YOUR ASSIGNMENT: Repeat only the lines below from the one containing "Trace all roads" through the one containing "Trace the roads", inclusive, exactly as written.

DATA SUPPLIED:
+ + + +

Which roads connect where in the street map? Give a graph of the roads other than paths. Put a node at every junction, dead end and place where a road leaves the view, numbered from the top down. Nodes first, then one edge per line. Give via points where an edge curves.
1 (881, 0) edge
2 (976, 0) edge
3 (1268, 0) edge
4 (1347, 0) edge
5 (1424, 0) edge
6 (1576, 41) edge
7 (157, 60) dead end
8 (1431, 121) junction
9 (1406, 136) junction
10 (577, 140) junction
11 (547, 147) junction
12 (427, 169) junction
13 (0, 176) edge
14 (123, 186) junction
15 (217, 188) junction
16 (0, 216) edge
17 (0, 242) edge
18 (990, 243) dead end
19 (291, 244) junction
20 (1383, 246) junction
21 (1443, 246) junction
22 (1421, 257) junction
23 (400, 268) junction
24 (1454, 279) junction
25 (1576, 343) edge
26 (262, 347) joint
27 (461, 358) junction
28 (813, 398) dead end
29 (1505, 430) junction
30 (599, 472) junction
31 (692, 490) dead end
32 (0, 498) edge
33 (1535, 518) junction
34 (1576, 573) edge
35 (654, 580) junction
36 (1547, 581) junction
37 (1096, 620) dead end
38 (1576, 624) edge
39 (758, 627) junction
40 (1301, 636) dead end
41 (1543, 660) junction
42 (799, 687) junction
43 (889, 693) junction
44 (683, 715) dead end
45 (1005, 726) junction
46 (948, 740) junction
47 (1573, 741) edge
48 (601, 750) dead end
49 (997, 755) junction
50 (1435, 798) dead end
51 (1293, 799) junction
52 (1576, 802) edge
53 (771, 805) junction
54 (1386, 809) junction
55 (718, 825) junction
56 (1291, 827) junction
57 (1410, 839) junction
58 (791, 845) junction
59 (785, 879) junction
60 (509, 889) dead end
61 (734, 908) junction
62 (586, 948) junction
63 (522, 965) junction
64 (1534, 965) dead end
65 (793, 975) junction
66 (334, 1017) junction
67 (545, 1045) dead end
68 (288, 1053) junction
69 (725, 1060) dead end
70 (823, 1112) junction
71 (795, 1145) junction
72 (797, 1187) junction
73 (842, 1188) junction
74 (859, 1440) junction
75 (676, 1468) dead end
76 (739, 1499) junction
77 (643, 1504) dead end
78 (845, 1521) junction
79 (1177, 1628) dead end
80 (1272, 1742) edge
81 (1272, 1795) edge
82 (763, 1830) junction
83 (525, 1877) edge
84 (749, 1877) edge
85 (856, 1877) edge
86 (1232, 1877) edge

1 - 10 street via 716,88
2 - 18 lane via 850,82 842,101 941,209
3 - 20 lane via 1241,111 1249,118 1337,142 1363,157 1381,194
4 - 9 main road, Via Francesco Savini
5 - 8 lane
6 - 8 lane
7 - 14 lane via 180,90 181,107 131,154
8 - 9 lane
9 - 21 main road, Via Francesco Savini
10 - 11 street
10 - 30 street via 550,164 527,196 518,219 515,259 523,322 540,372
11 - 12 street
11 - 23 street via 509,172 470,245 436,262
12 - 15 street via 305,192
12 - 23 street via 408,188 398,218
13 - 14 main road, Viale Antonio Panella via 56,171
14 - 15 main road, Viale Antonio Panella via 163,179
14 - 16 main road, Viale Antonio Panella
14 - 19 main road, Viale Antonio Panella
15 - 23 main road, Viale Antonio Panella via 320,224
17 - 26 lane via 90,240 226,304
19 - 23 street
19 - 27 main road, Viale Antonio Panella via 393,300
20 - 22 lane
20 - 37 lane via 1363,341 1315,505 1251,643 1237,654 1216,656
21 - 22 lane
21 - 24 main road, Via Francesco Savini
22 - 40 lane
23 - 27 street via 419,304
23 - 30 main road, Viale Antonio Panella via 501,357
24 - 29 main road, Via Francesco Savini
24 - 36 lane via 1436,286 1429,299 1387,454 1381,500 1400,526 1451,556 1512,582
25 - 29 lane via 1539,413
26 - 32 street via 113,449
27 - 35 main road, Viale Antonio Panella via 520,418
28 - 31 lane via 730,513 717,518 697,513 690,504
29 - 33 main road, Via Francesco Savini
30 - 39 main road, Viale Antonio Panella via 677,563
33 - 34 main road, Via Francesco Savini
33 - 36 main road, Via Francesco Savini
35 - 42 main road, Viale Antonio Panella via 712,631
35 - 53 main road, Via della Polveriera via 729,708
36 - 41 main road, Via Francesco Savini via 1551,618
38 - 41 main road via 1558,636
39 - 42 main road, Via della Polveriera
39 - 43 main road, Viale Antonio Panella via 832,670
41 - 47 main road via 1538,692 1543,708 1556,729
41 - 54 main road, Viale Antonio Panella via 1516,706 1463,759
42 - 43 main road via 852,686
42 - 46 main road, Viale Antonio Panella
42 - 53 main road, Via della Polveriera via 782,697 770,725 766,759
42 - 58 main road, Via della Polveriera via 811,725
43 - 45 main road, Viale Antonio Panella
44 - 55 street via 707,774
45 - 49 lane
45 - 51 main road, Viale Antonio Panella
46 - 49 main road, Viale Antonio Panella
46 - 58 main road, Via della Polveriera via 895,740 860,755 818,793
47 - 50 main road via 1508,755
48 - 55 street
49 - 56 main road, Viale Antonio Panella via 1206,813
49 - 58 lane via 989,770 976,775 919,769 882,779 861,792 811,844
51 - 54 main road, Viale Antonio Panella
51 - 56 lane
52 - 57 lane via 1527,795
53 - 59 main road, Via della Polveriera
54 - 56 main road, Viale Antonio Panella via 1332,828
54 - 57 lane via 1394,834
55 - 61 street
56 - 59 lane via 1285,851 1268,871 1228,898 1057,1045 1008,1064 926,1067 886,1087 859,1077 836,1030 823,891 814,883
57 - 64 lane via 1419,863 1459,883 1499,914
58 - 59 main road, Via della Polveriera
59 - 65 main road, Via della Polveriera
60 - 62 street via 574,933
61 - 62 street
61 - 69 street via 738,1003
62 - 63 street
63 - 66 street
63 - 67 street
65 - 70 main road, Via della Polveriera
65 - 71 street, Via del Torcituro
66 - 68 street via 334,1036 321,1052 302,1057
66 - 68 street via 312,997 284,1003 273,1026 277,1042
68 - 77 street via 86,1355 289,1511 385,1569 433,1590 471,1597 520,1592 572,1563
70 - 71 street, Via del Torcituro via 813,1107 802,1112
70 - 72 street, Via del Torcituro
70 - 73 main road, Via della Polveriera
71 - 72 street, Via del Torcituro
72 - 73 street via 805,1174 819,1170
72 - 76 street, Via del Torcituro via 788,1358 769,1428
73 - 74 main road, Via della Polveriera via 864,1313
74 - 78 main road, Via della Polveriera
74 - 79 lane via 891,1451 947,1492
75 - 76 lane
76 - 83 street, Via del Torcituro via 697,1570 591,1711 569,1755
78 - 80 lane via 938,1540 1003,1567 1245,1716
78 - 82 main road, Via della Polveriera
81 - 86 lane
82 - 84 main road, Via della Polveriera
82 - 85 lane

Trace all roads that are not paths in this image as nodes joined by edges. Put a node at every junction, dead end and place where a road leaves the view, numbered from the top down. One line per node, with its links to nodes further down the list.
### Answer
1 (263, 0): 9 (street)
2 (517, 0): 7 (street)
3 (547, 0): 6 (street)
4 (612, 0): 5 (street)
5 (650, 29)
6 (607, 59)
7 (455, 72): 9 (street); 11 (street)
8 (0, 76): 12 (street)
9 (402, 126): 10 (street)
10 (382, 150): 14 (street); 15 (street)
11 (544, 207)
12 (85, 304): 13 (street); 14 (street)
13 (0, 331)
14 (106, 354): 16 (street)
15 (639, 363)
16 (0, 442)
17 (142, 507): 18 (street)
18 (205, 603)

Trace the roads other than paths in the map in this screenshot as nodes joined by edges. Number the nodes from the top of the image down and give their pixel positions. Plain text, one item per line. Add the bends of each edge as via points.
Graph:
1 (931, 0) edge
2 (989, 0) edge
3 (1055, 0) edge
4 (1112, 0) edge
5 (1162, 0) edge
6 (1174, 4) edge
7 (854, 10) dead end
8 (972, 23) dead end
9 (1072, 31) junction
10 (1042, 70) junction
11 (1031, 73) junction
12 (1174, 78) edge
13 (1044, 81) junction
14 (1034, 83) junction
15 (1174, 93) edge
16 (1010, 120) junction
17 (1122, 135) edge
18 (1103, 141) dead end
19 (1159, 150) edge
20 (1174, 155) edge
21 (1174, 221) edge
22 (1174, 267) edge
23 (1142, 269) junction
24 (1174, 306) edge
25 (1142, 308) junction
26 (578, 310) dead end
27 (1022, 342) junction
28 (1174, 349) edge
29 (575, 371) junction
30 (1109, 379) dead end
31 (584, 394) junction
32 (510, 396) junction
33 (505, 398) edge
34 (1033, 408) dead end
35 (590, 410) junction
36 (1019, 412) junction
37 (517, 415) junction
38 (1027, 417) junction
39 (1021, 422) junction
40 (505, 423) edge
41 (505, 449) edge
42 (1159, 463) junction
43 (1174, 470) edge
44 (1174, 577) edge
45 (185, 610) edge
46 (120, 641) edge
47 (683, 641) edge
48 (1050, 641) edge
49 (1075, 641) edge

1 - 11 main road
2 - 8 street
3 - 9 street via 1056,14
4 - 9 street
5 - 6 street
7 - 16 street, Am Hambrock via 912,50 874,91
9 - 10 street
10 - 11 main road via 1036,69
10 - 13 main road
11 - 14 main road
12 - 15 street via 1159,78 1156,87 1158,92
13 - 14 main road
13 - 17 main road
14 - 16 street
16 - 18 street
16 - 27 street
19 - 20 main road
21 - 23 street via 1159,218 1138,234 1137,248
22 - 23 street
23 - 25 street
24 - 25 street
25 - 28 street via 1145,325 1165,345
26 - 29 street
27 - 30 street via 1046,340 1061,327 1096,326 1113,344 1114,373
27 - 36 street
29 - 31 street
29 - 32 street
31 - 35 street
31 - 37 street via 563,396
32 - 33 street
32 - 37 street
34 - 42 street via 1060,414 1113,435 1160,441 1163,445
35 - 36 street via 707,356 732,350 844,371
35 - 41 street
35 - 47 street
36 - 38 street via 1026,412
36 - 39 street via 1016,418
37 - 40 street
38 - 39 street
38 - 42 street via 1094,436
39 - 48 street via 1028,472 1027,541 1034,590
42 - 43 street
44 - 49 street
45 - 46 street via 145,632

+ + + +

REPLY:
Trace all roads that are not paths in this image as nodes joined by edges. Put a node at every junction, dead end and place where a road leaves the view, numbered from the top down. One line per node, with its links to nodes further down the list.
### Answer
1 (263, 0): 9 (street)
2 (517, 0): 7 (street)
3 (547, 0): 6 (street)
4 (612, 0): 5 (street)
5 (650, 29)
6 (607, 59)
7 (455, 72): 9 (street); 11 (street)
8 (0, 76): 12 (street)
9 (402, 126): 10 (street)
10 (382, 150): 14 (street); 15 (street)
11 (544, 207)
12 (85, 304): 13 (street); 14 (street)
13 (0, 331)
14 (106, 354): 16 (street)
15 (639, 363)
16 (0, 442)
17 (142, 507): 18 (street)
18 (205, 603)

Trace the roads other than paths in the map in this screenshot as nodes joined by edges. Number the nodes from the top of the image down and give their pixel positions. Plain text, one item per line. Add the bends of each edge as via points.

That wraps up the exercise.